» Exercise goal
Among the entries below, how many lines include "Undavalli"? Answer with the number only.

» Data supplied
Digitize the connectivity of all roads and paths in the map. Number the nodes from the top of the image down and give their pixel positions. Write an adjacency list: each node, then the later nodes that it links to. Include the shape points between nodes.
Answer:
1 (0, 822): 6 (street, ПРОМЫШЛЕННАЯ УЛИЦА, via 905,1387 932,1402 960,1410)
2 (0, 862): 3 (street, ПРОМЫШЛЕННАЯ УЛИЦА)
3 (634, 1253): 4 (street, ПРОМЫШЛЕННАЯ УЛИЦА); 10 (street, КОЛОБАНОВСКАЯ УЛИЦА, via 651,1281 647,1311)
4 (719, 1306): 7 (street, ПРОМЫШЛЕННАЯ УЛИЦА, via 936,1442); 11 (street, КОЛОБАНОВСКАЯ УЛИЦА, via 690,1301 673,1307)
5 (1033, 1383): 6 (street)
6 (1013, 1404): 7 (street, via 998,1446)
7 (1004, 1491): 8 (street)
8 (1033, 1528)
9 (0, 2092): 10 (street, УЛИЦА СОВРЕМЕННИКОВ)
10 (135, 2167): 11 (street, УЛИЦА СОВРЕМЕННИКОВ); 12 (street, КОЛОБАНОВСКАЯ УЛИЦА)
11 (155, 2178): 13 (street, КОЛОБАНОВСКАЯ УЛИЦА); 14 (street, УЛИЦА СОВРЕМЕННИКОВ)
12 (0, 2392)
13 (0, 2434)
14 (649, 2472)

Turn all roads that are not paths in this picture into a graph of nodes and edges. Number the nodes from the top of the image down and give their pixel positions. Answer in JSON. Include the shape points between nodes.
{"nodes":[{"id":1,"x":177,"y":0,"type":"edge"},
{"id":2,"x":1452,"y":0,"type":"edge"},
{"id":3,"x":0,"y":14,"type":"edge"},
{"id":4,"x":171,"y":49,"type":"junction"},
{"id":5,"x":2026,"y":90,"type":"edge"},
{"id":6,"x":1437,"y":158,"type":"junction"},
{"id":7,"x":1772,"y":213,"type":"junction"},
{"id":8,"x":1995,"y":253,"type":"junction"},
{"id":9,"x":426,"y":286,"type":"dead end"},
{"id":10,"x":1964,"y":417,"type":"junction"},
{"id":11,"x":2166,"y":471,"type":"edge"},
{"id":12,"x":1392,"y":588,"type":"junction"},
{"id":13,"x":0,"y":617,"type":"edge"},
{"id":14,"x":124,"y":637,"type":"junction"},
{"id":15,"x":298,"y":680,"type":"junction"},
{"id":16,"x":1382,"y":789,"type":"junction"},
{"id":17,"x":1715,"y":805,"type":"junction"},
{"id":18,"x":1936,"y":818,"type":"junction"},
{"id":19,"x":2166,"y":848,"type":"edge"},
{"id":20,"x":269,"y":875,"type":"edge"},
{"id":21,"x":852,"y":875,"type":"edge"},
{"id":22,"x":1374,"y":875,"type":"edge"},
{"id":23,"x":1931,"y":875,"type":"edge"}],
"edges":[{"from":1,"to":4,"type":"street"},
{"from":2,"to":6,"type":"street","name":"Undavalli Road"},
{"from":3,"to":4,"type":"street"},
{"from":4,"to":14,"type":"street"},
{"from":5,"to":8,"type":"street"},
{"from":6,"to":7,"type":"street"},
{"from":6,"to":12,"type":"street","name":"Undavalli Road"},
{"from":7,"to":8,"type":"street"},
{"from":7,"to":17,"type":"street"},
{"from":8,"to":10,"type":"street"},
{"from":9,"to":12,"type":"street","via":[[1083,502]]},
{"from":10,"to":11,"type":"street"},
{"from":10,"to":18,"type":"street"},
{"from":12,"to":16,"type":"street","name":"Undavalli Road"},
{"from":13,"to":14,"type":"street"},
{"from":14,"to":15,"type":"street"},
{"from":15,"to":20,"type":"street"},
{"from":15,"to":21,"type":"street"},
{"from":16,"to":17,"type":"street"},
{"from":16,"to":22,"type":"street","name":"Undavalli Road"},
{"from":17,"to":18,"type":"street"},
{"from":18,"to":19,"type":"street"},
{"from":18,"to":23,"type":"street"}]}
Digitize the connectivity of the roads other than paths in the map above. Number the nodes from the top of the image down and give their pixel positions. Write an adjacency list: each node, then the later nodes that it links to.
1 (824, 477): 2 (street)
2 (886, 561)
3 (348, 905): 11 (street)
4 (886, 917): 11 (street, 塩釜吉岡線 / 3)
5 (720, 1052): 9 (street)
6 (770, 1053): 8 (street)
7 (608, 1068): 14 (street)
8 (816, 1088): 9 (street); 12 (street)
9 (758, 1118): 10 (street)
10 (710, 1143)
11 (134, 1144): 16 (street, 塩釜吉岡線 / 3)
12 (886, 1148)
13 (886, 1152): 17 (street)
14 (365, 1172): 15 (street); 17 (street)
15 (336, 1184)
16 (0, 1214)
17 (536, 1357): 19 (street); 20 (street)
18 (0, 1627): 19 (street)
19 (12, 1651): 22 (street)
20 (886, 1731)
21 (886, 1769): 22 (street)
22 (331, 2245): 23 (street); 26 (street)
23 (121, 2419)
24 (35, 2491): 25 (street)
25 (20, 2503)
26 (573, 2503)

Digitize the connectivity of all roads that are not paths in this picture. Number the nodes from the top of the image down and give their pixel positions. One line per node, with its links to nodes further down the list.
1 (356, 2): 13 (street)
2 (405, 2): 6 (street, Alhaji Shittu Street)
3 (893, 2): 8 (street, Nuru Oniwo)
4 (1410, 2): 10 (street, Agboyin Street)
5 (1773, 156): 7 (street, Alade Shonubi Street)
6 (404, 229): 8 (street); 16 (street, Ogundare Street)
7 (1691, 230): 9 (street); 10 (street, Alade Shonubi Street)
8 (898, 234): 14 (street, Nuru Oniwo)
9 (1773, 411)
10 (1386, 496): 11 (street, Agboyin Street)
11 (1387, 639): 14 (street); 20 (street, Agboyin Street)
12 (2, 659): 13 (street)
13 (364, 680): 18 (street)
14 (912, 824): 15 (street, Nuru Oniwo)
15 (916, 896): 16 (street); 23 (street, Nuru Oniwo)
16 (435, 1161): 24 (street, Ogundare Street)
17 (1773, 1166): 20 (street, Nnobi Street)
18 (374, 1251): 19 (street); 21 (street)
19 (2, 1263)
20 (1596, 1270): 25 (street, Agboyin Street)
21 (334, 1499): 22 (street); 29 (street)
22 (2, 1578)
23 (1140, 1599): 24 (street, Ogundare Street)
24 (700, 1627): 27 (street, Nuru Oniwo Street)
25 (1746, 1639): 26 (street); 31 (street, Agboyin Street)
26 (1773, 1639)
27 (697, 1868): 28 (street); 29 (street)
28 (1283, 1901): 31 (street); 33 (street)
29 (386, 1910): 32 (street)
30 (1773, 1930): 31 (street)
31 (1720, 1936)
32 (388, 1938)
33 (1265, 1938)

» Output
4